Work instruction: List every line below containing "soft".

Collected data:
--------------------------------
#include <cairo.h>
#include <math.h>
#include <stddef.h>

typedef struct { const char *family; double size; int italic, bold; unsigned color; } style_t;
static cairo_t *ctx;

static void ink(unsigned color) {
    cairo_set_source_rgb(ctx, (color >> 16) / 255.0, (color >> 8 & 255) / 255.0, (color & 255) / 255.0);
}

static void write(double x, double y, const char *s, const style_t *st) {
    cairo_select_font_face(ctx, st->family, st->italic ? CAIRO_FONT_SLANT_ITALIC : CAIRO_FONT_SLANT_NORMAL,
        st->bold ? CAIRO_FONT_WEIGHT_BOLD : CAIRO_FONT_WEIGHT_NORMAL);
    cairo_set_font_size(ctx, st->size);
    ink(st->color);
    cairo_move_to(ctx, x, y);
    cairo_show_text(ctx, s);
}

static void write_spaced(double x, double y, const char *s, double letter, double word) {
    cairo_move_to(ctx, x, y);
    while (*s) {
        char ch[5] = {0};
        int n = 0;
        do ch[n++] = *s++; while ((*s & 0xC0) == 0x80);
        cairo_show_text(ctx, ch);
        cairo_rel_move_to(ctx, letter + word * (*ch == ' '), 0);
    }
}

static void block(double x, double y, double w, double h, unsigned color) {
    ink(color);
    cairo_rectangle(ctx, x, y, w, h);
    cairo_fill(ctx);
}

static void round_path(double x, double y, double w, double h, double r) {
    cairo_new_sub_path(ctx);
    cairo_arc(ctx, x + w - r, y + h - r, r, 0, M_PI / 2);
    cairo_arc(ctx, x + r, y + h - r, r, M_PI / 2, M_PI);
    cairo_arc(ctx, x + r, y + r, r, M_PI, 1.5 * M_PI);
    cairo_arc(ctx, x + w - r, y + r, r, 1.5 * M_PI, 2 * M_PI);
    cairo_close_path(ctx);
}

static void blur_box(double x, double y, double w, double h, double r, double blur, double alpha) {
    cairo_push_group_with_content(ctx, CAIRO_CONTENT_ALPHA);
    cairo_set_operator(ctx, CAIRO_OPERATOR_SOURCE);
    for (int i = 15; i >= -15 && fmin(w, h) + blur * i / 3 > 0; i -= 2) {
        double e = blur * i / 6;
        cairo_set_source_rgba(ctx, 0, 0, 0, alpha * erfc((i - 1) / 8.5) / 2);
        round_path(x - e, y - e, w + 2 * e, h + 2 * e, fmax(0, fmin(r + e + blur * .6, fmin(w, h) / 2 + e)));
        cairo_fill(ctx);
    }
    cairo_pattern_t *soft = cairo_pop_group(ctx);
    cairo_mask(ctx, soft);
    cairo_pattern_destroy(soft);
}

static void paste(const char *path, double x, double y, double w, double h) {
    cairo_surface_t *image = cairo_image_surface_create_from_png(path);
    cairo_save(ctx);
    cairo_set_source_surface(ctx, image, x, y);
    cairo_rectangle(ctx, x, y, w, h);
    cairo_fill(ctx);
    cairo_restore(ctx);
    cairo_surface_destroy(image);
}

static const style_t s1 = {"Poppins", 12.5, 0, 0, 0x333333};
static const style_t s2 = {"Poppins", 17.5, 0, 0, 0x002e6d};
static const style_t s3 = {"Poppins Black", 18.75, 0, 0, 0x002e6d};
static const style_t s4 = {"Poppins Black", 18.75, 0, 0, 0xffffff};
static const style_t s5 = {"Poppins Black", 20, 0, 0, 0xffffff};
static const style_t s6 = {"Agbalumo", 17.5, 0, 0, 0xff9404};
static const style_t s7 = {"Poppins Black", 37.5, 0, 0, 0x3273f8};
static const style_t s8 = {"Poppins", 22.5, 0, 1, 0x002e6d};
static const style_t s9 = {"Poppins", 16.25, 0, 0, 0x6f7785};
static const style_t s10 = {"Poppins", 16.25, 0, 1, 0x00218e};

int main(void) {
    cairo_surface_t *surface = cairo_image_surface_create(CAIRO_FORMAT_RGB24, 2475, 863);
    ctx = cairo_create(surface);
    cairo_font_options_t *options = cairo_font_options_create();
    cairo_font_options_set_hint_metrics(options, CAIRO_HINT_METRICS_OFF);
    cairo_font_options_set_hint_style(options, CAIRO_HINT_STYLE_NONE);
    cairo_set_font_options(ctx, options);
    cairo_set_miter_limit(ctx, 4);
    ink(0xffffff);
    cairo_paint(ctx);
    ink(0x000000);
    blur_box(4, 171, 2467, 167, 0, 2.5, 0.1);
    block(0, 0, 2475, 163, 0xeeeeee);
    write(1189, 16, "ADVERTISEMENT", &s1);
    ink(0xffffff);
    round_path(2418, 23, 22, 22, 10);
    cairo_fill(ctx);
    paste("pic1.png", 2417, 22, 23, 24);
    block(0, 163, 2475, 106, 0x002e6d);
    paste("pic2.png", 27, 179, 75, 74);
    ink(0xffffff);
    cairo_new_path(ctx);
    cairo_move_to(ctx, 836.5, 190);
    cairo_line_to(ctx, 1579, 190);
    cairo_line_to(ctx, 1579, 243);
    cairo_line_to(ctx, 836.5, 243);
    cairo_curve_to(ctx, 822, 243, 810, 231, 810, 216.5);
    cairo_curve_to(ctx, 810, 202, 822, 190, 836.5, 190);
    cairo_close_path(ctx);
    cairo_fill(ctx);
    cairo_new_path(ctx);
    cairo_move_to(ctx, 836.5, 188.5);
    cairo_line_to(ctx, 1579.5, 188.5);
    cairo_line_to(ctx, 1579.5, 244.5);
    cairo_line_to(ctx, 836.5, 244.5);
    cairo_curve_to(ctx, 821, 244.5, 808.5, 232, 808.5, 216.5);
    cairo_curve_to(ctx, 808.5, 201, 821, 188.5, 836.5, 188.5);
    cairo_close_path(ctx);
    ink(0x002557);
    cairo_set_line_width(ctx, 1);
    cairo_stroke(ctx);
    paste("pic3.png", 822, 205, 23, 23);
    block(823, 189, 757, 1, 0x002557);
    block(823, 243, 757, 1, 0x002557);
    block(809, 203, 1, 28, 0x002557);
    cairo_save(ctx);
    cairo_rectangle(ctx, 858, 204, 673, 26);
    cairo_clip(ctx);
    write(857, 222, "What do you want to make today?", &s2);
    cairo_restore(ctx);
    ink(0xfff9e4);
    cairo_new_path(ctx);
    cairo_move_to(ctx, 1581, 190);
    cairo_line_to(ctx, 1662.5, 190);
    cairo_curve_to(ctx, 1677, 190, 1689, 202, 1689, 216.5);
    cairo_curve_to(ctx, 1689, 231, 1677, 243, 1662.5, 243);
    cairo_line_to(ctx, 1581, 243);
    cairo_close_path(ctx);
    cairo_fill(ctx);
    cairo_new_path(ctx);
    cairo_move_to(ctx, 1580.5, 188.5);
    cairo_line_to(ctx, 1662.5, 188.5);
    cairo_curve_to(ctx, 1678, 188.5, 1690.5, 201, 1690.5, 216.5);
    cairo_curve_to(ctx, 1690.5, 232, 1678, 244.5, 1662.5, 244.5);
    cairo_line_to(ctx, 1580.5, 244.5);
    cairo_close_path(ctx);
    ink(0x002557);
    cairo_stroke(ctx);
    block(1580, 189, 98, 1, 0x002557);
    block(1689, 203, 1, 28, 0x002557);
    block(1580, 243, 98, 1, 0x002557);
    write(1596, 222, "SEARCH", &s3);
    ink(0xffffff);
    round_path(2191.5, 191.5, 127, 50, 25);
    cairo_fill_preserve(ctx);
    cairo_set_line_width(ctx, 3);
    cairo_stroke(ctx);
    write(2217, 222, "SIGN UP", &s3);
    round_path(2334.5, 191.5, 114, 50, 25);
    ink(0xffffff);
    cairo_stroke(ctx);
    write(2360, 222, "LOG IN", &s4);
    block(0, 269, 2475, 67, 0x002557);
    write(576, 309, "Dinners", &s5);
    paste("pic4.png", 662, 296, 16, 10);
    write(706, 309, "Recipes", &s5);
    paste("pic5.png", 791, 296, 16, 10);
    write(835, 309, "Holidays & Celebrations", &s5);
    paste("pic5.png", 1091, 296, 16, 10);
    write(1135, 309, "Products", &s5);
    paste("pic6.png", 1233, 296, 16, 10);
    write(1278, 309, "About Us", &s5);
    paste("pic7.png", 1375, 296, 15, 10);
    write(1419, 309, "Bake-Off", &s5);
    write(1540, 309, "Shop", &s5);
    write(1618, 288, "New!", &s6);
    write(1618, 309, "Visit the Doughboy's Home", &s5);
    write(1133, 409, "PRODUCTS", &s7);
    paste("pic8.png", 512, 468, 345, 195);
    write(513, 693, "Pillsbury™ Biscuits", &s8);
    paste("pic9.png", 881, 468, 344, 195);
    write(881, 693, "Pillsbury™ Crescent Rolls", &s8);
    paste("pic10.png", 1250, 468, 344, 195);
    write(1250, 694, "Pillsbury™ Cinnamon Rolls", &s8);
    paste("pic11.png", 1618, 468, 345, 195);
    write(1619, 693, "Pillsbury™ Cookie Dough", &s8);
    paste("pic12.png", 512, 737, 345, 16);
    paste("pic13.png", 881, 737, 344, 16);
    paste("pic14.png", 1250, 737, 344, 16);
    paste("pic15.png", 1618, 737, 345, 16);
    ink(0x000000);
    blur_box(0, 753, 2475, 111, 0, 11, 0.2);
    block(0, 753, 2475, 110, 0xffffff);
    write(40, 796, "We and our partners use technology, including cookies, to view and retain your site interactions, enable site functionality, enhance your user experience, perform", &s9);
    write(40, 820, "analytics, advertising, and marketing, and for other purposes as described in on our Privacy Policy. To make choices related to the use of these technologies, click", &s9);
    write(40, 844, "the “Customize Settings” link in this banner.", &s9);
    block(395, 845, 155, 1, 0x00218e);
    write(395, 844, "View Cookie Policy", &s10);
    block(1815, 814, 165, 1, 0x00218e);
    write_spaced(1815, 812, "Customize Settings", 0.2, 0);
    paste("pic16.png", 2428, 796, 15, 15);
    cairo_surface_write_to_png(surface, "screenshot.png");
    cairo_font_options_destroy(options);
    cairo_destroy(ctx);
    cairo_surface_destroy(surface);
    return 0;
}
--------------------------------
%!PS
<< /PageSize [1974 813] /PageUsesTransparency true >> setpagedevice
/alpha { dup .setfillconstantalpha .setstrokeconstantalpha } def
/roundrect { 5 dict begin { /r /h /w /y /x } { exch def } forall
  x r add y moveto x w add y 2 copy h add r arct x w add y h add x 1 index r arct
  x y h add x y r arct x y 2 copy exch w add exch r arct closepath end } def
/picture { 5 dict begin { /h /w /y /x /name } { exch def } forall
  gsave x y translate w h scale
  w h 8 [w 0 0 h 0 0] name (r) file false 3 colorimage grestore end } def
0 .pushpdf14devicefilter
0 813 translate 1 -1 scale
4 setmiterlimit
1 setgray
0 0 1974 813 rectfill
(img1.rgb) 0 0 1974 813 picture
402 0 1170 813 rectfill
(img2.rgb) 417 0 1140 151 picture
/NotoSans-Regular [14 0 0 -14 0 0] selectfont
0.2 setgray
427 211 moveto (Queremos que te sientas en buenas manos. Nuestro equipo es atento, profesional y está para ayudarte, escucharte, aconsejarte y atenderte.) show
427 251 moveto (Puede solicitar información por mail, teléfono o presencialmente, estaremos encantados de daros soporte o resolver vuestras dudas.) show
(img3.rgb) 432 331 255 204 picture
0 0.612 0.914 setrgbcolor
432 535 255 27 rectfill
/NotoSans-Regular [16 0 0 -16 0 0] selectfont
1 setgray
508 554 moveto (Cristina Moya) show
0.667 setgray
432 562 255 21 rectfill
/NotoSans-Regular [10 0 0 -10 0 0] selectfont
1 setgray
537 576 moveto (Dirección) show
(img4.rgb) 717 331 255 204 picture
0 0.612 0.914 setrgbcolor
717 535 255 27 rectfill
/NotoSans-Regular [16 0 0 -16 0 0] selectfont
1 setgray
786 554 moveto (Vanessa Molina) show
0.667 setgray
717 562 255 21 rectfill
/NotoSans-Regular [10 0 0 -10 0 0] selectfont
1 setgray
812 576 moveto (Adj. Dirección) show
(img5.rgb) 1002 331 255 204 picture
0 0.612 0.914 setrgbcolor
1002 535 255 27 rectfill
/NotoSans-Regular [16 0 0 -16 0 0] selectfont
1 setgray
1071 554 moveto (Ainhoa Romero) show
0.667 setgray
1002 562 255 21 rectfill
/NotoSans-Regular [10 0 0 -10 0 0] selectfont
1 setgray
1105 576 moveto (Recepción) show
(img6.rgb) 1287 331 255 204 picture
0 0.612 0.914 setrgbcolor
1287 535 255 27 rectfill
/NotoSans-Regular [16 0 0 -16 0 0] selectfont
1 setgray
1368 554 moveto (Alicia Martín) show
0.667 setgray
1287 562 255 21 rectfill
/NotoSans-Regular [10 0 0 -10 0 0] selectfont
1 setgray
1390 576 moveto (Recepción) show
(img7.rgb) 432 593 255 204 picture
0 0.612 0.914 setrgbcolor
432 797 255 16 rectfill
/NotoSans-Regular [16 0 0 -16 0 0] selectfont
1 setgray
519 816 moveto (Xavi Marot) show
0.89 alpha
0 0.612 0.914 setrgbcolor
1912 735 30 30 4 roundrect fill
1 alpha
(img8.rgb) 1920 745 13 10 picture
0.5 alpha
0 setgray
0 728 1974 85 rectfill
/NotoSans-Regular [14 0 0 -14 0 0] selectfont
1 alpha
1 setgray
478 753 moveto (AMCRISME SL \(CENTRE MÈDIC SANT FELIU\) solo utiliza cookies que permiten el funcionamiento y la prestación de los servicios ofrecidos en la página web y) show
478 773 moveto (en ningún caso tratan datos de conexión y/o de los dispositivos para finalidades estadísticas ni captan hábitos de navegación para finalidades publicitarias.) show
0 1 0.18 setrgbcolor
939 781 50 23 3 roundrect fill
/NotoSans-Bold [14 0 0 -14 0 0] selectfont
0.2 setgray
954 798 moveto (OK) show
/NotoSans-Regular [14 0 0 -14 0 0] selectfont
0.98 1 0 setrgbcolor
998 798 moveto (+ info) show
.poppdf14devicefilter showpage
--------------------------------
Your solution:
    cairo_pattern_t *soft = cairo_pop_group(ctx);
    cairo_mask(ctx, soft);
    cairo_pattern_destroy(soft);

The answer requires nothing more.